The accuracy of the genotyping and allelic discrimination for all patients analysed in this work by the real-time amplification protocols was corroborated by cloning and sequence analysis with a perfect concordance in every case. In order to explore the versatility and robustness of these genotyping protocols, we studied their applicability to lower amounts of DNA material (from 50 ng down to 1.28 ng per well). With decreasing amounts of DNA, we observed that the ΔCt between positive and negative reactions were similar or smaller, but always sufficient to differentiate them (Figs. 3 and 4). In our hands, the use of lower amount of DNA (e.g., 0.5 ng per well) yielded unreliable results.
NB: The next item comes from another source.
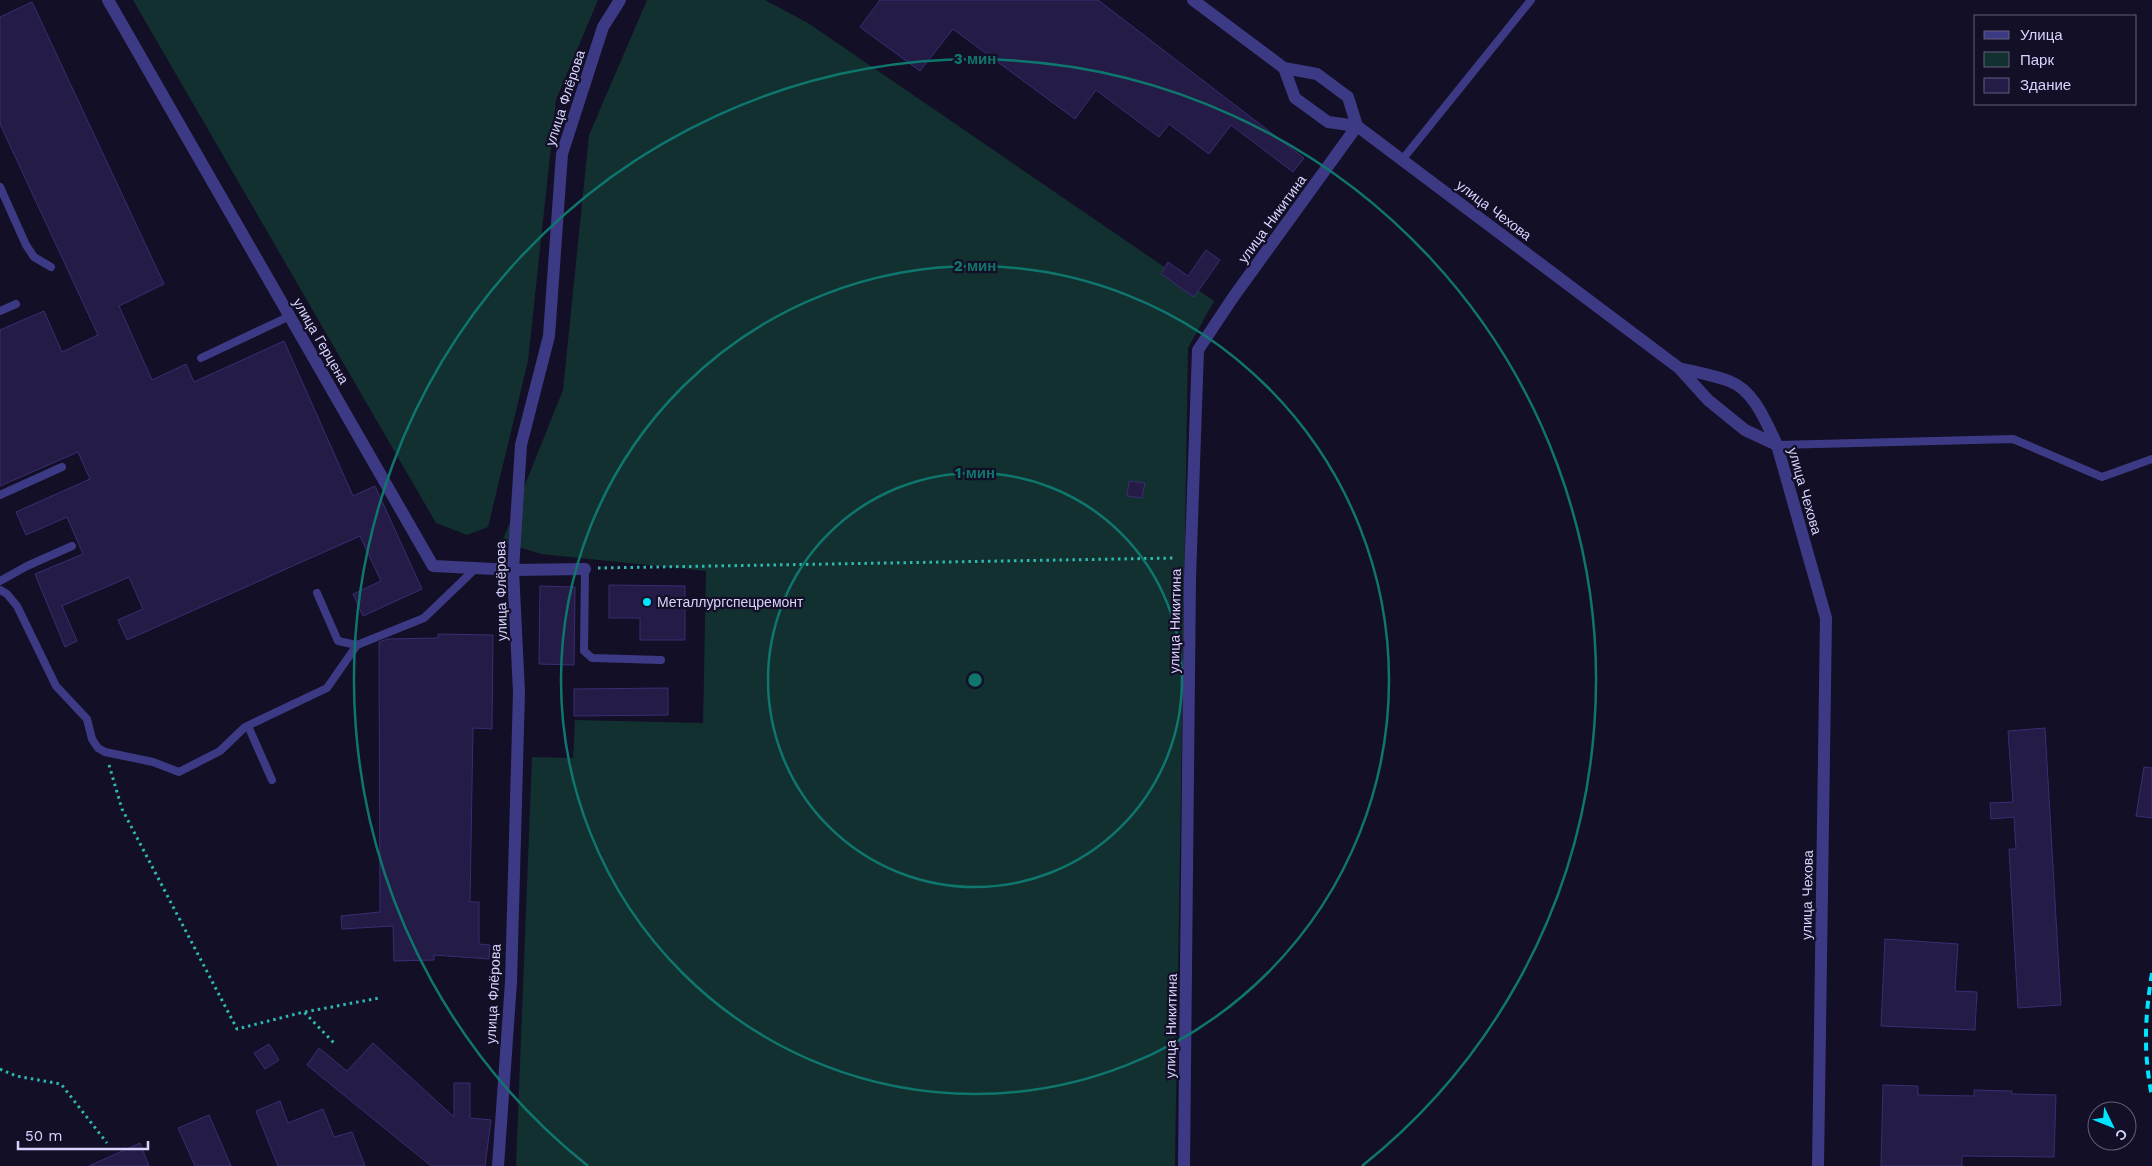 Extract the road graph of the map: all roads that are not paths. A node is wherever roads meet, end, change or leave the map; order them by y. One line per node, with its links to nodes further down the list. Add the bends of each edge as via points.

Two methods have been commonly used for allelic discrimination of the PRNP gene, namely PCR-RFLP (PCR-Restriction Fragment Length Polymorphism) analysis and molecular cloning in E. coli. PCR-RFLP analysis by mean of simultaneous digestion of the complete coding region of PRNP with MaeII and Tth111I (for D178N) or MaeII and BsmAI (E200K) is an inexpensive, buterror-prone method, due to possible incomplete restriction enzyme digestion. Cloning in E. coli of the amplified PRPN gene, followed by the characterization by sequence analysis of several independent clones is a very reliable, although tedious and time-consuming method. The screening for point mutations performed by SSCP (single-strand conformational polymorphism) analysis, as well as the use of FRET (Fluorescent Resonance Energy Transfer) and TaqMan® probes in Real-time PCR are valuable but costly methods, and they may require further processing by complementary methods to determine the exact nature of the changes detected and to determine the allelic phase.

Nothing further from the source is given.